[Problem statement] Extract all lines from the data beneath that include the word "roads".

[Supplied entries]
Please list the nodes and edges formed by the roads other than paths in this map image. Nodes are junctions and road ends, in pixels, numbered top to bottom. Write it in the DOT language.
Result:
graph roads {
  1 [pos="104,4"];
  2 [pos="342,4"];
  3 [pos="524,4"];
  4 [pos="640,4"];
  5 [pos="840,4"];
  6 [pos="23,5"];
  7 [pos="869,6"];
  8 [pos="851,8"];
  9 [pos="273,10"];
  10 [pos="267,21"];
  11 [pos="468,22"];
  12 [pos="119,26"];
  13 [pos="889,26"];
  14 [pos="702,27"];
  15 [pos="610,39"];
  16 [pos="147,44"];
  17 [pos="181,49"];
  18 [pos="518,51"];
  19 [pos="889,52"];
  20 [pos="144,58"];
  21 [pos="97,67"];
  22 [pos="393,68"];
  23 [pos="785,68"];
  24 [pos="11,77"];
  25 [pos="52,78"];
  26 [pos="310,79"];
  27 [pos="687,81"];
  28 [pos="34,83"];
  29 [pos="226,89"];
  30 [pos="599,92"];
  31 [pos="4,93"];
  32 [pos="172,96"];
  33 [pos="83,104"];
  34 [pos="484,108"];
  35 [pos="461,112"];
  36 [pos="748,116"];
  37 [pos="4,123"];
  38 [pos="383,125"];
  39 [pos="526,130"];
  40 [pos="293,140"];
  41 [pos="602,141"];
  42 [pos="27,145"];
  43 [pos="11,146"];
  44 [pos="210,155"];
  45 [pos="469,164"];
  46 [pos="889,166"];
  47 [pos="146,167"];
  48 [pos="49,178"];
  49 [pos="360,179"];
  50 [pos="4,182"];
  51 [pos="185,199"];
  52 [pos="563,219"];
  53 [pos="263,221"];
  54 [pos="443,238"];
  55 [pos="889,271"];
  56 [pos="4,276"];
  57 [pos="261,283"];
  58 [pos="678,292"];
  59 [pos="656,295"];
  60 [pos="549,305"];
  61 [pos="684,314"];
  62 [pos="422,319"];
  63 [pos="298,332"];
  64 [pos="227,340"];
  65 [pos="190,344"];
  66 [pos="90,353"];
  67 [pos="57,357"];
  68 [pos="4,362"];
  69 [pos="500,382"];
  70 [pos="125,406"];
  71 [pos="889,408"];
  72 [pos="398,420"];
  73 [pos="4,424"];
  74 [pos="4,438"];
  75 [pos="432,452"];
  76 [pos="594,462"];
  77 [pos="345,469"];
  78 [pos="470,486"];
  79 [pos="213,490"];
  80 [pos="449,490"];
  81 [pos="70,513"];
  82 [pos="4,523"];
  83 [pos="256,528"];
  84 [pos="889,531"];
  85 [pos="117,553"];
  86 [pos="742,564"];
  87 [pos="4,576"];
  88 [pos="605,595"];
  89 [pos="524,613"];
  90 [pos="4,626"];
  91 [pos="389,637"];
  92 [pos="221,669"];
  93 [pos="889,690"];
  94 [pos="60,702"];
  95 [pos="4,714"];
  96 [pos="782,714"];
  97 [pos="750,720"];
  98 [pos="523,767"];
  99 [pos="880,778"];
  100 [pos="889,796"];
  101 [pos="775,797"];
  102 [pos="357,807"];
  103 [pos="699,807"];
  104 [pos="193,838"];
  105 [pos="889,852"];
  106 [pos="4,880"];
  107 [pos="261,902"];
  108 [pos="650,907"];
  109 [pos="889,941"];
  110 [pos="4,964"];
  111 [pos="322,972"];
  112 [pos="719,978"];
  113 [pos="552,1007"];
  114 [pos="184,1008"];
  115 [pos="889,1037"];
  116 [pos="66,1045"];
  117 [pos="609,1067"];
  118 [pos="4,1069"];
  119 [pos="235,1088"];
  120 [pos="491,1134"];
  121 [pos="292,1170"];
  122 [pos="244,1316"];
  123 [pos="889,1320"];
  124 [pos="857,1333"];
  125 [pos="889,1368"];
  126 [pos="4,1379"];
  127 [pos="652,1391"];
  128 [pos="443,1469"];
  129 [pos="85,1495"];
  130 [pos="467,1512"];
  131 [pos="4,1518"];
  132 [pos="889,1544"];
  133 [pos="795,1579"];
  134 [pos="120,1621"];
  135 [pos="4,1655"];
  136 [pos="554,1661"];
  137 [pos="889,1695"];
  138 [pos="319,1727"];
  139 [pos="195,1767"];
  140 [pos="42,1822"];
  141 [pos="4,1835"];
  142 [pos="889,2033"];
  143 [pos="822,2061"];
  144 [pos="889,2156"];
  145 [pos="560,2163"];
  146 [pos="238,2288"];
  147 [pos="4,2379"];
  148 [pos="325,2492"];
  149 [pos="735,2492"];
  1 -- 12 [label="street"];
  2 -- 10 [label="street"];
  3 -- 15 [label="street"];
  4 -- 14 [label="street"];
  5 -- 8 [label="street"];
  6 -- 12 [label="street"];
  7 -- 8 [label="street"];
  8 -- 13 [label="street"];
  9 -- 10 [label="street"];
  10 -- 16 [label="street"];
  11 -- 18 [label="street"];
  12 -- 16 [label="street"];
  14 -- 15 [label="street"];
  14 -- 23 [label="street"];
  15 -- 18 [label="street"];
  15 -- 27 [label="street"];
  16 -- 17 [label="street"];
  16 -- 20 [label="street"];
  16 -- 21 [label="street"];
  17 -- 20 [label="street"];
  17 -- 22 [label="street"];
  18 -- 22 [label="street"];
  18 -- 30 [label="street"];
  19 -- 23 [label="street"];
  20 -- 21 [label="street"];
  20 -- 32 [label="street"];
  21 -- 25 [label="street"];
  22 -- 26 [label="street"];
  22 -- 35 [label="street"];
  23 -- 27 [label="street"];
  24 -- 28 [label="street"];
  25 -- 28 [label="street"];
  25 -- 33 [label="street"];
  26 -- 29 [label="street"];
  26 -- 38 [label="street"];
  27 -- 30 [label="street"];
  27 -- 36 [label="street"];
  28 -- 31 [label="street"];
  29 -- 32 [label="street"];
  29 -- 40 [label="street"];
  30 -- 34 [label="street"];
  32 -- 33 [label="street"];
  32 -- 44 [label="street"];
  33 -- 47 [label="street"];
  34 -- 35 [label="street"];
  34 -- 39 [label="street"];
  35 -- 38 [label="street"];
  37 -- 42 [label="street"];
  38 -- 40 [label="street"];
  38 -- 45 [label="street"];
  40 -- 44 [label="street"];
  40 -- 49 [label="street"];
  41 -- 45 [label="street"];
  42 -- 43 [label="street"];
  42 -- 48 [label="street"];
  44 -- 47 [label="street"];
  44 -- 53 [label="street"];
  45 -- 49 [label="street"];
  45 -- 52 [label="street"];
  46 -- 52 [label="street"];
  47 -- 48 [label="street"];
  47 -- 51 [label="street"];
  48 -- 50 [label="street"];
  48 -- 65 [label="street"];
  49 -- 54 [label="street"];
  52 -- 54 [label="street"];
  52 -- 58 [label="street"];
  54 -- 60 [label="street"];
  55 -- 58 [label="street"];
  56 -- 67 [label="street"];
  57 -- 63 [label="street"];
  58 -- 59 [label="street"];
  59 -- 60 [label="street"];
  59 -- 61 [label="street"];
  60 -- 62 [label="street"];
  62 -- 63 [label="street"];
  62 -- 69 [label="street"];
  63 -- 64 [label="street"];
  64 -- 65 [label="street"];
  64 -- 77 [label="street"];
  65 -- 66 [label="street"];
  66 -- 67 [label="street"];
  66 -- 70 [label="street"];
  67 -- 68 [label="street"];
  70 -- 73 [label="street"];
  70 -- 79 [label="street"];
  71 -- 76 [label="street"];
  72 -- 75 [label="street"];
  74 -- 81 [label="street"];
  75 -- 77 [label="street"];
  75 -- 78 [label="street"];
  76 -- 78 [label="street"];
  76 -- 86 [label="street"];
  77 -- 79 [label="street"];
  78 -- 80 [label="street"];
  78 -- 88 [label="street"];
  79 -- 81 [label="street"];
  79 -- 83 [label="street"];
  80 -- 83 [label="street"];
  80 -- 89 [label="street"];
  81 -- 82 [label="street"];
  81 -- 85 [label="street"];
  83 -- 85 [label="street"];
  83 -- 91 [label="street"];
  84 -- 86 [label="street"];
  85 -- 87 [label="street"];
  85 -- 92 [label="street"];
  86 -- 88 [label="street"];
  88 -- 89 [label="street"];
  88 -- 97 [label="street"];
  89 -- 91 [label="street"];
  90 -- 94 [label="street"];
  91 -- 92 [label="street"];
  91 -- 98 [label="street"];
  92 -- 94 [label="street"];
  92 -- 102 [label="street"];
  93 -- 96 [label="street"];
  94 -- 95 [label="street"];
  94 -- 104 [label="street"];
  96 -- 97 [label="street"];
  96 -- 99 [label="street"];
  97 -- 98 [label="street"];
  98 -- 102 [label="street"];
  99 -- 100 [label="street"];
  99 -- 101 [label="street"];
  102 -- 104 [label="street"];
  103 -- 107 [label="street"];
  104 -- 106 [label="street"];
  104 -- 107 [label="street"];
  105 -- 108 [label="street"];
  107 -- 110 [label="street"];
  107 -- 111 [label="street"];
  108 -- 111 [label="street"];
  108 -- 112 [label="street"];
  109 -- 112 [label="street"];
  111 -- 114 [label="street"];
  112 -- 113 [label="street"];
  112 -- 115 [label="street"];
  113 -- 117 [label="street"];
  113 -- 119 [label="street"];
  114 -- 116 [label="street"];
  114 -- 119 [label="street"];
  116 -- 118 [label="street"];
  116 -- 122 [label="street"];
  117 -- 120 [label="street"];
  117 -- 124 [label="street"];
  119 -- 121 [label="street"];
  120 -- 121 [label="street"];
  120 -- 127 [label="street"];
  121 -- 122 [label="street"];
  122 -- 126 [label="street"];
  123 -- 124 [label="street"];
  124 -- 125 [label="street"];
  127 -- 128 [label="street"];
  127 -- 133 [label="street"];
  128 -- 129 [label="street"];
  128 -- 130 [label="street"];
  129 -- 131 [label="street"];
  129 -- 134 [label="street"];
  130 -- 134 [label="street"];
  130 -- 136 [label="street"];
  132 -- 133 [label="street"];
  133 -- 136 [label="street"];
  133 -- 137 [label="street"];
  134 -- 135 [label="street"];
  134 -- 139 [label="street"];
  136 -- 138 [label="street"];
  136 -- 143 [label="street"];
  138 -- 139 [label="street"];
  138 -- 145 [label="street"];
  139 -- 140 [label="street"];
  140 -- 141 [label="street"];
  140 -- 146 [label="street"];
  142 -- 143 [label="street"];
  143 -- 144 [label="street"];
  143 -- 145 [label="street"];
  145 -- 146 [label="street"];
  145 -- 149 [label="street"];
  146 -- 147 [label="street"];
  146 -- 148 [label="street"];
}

[Response to the exercise]
Please list the nodes and edges formed by the roads other than paths in this map image. Nodes are junctions and road ends, in pixels, numbered top to bottom. Write it in the DOT language.
graph roads {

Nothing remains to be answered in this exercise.